Problem Set 2

Due Friday September 19 at 5PM

Before you start

As with Problem Set 1, this problem set asks you to prove new results about how probability measures behave. You are being evaluated on your reasoning and the fluency with which you make use of set theory, the probability axioms, and the various rules we’ve seen (complement, inclusion/exclusion, etc). Please be thorough and explain all of the steps in your logic.

As I mentioned here, the lecture notes on set theory and the probability rules provide a model for how the proofs should look. If you emulate the structure, level of detail, and amount of discussion featured in those examples, you should be good.

Problem 0

Recommend some music for us to listen to while we grade this.

Problem 1

Here is a list of events that may or may not happen, but I believe we will know the final outcome before the end of the semester:

  • Zohran Mamdani wins the New York City mayoral election;
  • Wicked: For Good makes more money at the box office (inflation adjusted) on its opening weekend than Wicked: Part I;
  • The Philadelphia Phillies make it to the 2025 World Series;
  • Sean Combs is sentenced to prison for more than 3 years;
  • A greater percentage of Duke undergraduates participate in this year’s Duke Marriage Pact than last year’s. About 43% participated last year;
  • The total number of points scored at the Countdown to Craziness exhibition game is greater than 50;
  • Before the end of the year, the Federal Reserve announces that Lisa Cook is no longer a member of the Board of Governors;
  • The United States federal government is shut down due to a lapse in appropriations by October 1, 2025.

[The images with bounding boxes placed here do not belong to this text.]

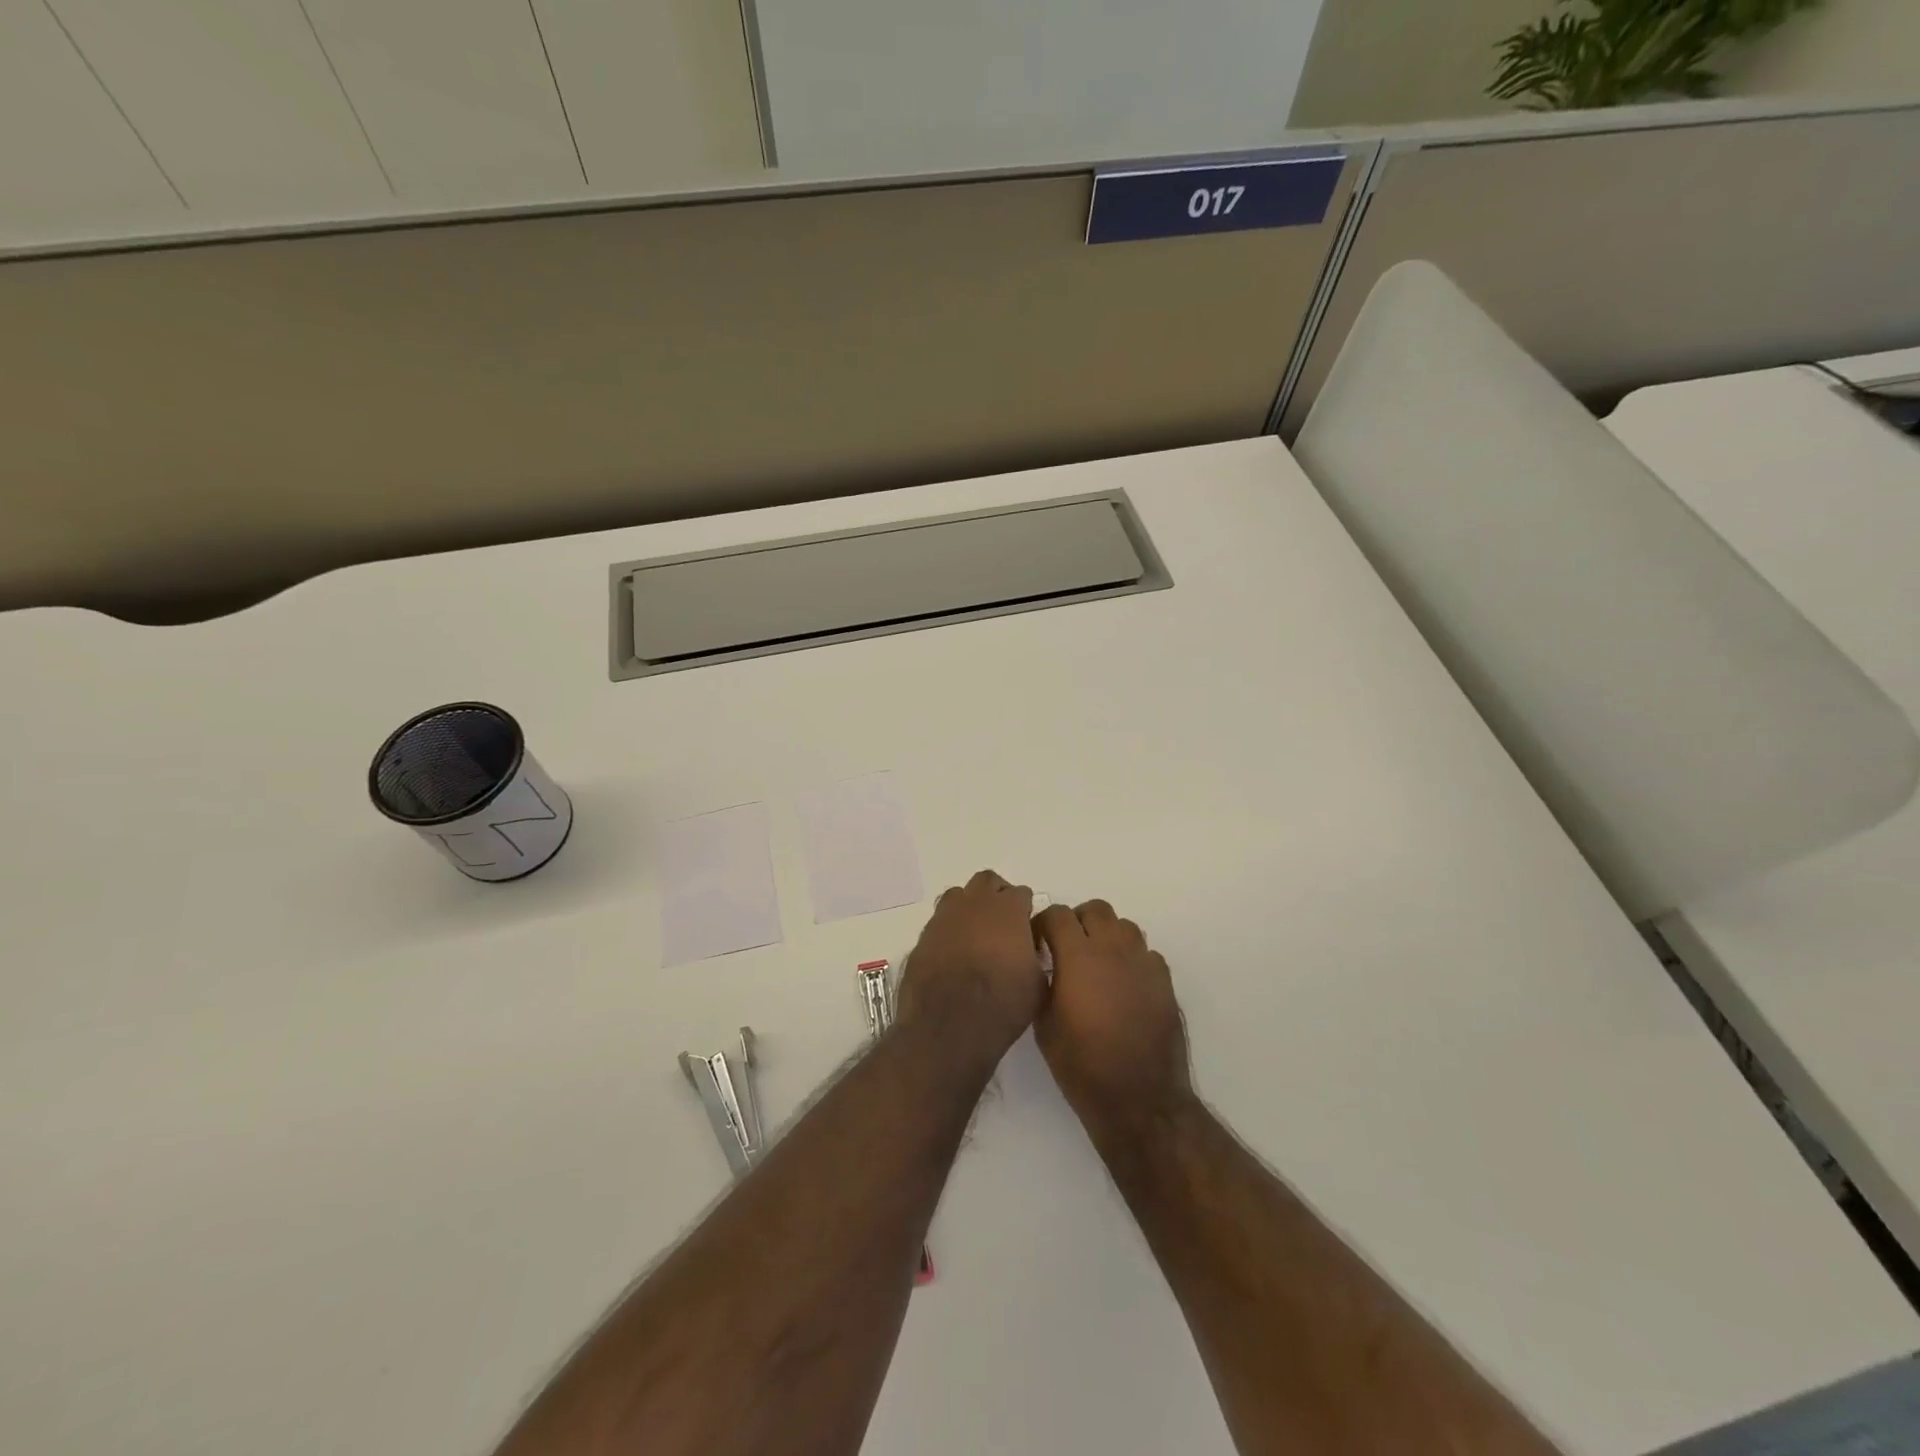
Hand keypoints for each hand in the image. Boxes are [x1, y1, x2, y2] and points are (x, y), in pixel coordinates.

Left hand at [897, 870, 1046, 1068]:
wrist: (948, 1027)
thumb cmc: (1002, 1005)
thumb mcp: (1038, 983)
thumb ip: (1035, 955)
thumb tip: (1029, 949)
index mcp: (1008, 909)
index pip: (1021, 893)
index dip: (1025, 910)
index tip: (1027, 928)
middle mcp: (975, 903)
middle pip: (987, 882)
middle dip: (997, 895)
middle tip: (1003, 923)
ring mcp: (945, 916)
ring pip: (959, 896)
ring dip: (970, 907)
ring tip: (976, 934)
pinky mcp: (923, 935)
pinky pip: (940, 921)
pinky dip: (949, 929)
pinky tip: (954, 953)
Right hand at [1034, 900, 1190, 1142]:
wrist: (1139, 1099)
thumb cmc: (1082, 1065)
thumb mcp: (1044, 1025)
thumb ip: (1043, 984)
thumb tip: (1044, 965)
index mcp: (1078, 956)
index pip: (1058, 914)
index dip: (1044, 925)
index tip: (1038, 944)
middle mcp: (1113, 949)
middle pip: (1095, 909)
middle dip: (1077, 922)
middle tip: (1067, 949)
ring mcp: (1143, 963)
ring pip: (1124, 926)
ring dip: (1107, 936)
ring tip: (1097, 964)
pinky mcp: (1165, 981)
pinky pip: (1146, 953)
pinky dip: (1131, 959)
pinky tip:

Choose three of these, state the probabilities that you assign to the events happening, and explain in a few paragraphs how you formulated your beliefs. What reasoning and evidence did you consider, and how did you weigh it? Feel free to provide links to online sources as needed.

Avoid wishful thinking

For some of these, you may have strong preferences about the outcome. Try to set them aside and report your honest assessment of the likelihood of the event, whether it pleases you or not.

Problem 2

Let \(A,\,B\subseteq S\) be any pair of events in a sample space \(S\), and show that

\[ \max\{0,\,P(A)+P(B)-1\}\leq P(A\cap B)\leq\min\{P(A),\,P(B)\}. \]

Problem 3

Let \(A_1,\,A_2,\,A_3,\,...\subseteq S\) be an infinite sequence of possibly overlapping events in some probability space. Based on this arbitrary sequence, define a new sequence of events that starts with \(B_1 = A_1\) and then has \(B_i=A_i\cap \left(\bigcup_{j=1}^{i-1}A_j\right)^c\) for all \(i>1\).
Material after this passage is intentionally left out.